I'm not having luck with passing an array - but passing an array like this should work?

giorgi-ghviniashvili commented 3 years ago

@sharlagelfand updated it to support spec array, like this:

image

sharlagelfand commented 3 years ago

thanks @giorgi-ghviniashvili!! That's working for me!

giorgi-ghviniashvili commented 3 years ago

@jhofman

I also reversed it and got this:

image

But when I use this function for our dataset, it looks like this:

image


@sharlagelfand's ggplot example fixes coords on both directions: x and y, but also spreads out within inner group of sex. These examples are not doing what we want. They just strictly fix x coordinates and stack circles on y axis.

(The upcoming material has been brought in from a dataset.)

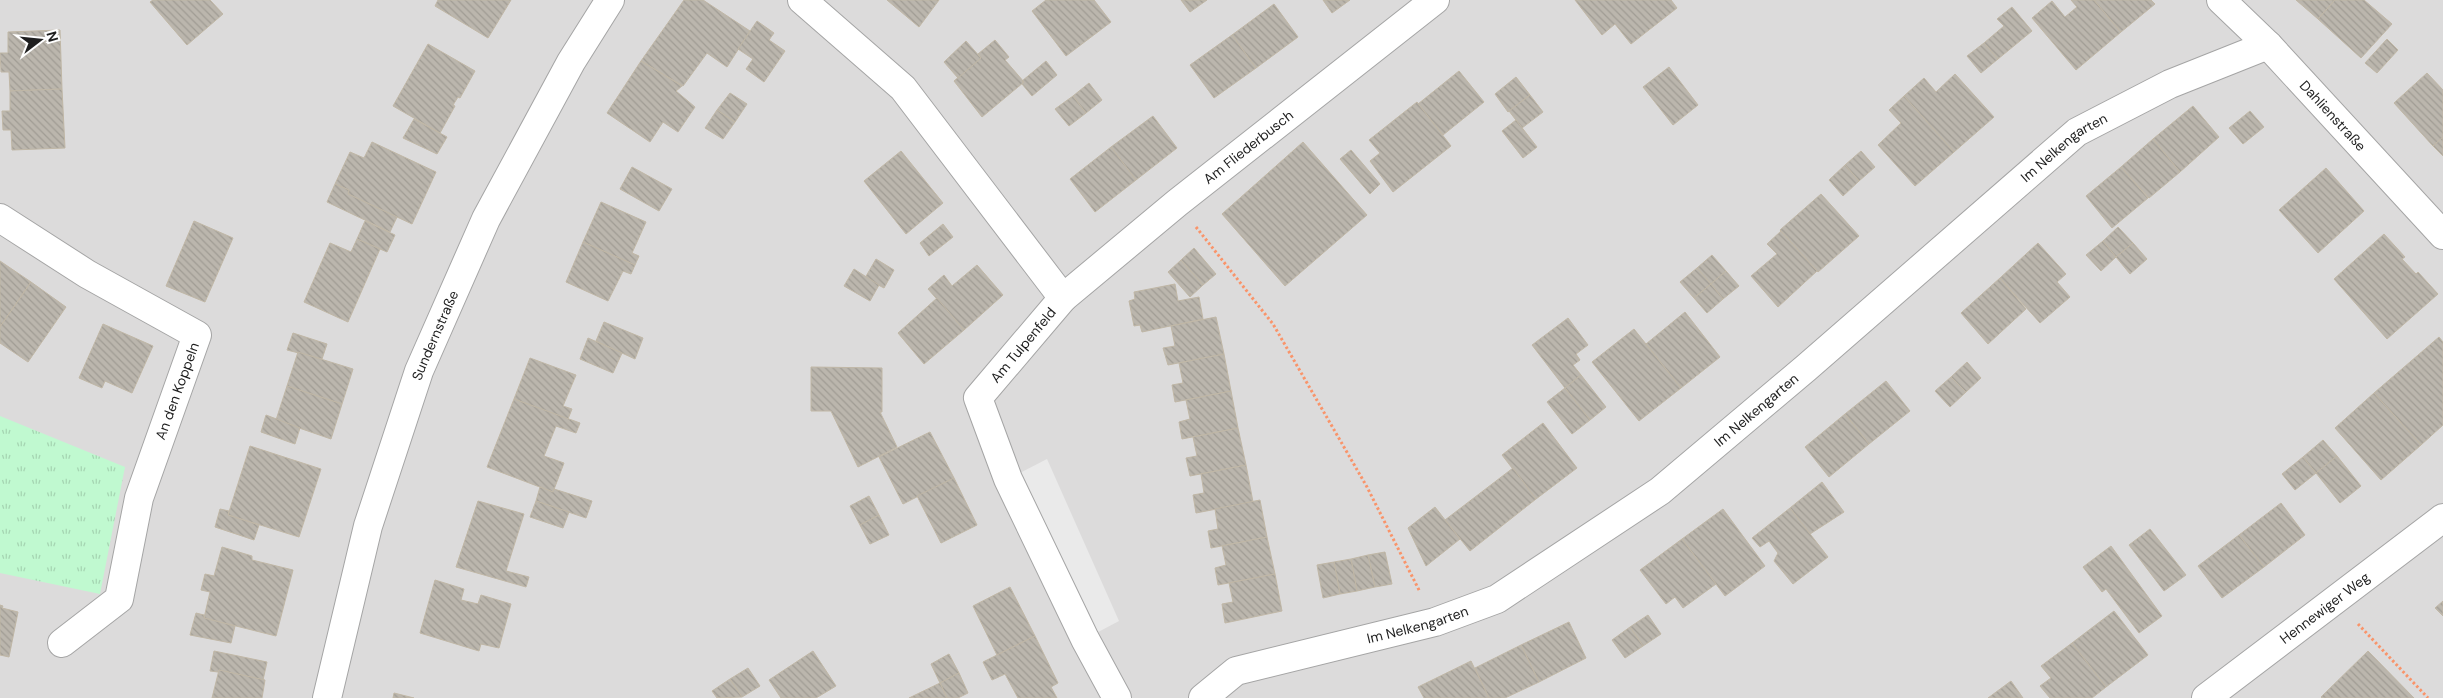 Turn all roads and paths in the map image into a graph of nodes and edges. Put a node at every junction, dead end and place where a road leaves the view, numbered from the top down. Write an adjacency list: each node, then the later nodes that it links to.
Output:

jhofman commented 3 years ago

Quick note from this morning's call: we figured out that regular force collide for jitter looks much better when the y-axis is auto-scaled to cover the min and max range of the data instead of starting from zero. (Not clear if this is the vegalite default or if this was happening from some missing/NA y values in the data.)

Anyway, the plan is that @giorgi-ghviniashvili will have the code auto-scale the y axis to the range of the data.

Also, is there an external force or charge that can be used with force collide to "center" things in the beeswarm way?